The days when IT was left to its own (literal) devices, content to work on the tech side of various projects, are on their way out. IT organizations are shifting to product-based methodologies, in which cross-functional teams made up of both tech and business pros focus on a single product or service offering. This organizational shift has given new importance to the product manager, who serves as the leader for such a team and acts as the point person throughout the product’s lifecycle.

A product manager must blend soft and hard skills, and balance input, concerns, and feedback from multiple departments, key stakeholders, business leaders, customers, and clients. As business organizational cultures shift to emphasize product managers, IT leaders have to know more about what makes a good one — and others filling a variety of roles, including those in tech-centered jobs, might be curious about what it takes to make the leap into product management.

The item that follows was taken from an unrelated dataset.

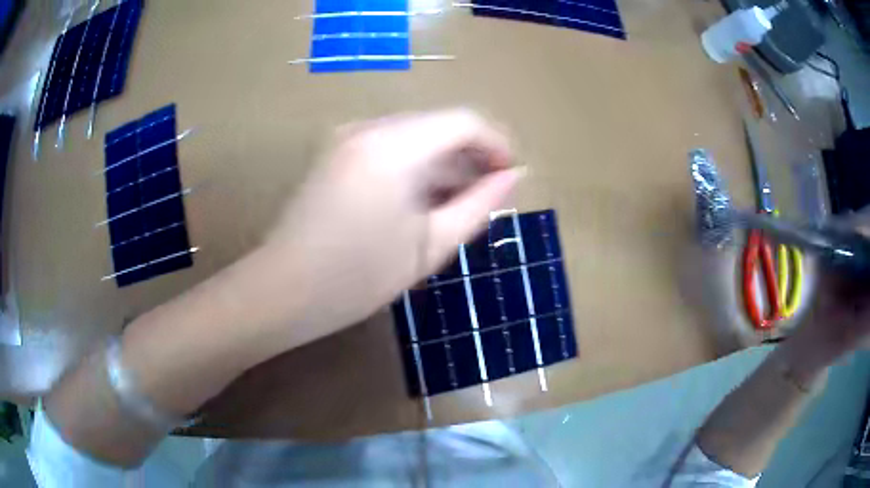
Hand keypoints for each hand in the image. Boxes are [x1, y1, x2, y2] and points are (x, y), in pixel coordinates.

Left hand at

We spoke to a wide variety of professionals, including current and former project managers and those who hire and mentor them, about what skills and traits they see as marking out the best of the best in this role. They talked about what you need to succeed, how you can upskill yourself if you’re interested in this career path, and how the skills you already have may give you a leg up.

“Products are a result of multiple components and know-how; they require the involvement of many people across an organization and its business partners — in engineering, supply chain, manufacturing, security, marketing, sales, customer support, finance, etc.,” says Charles Paumelle, chief product officer and co-founder of Microshare, a smart building data solutions company. “Product managers must juggle all these competing agendas and secure alignment from all these parties to get a successful product out.”

“Empathy is essential because product managers need to always keep in mind the raison d’être of their products — who will use them, and why will customers change habits to adopt a new product?” says Microshare’s Paumelle. “Too many products fail, despite being technically brilliant or aesthetically beautiful, because they serve no unmet need and therefore find no customer adoption.”

“As product development progresses, choices and compromises have to be made,” adds Microshare’s Paumelle. “Product managers must drive these decisions by striking the right balance between empathy (voice of the customer), business acumen (commercial viability for the organization), and technical acumen (technical feasibility of the product).”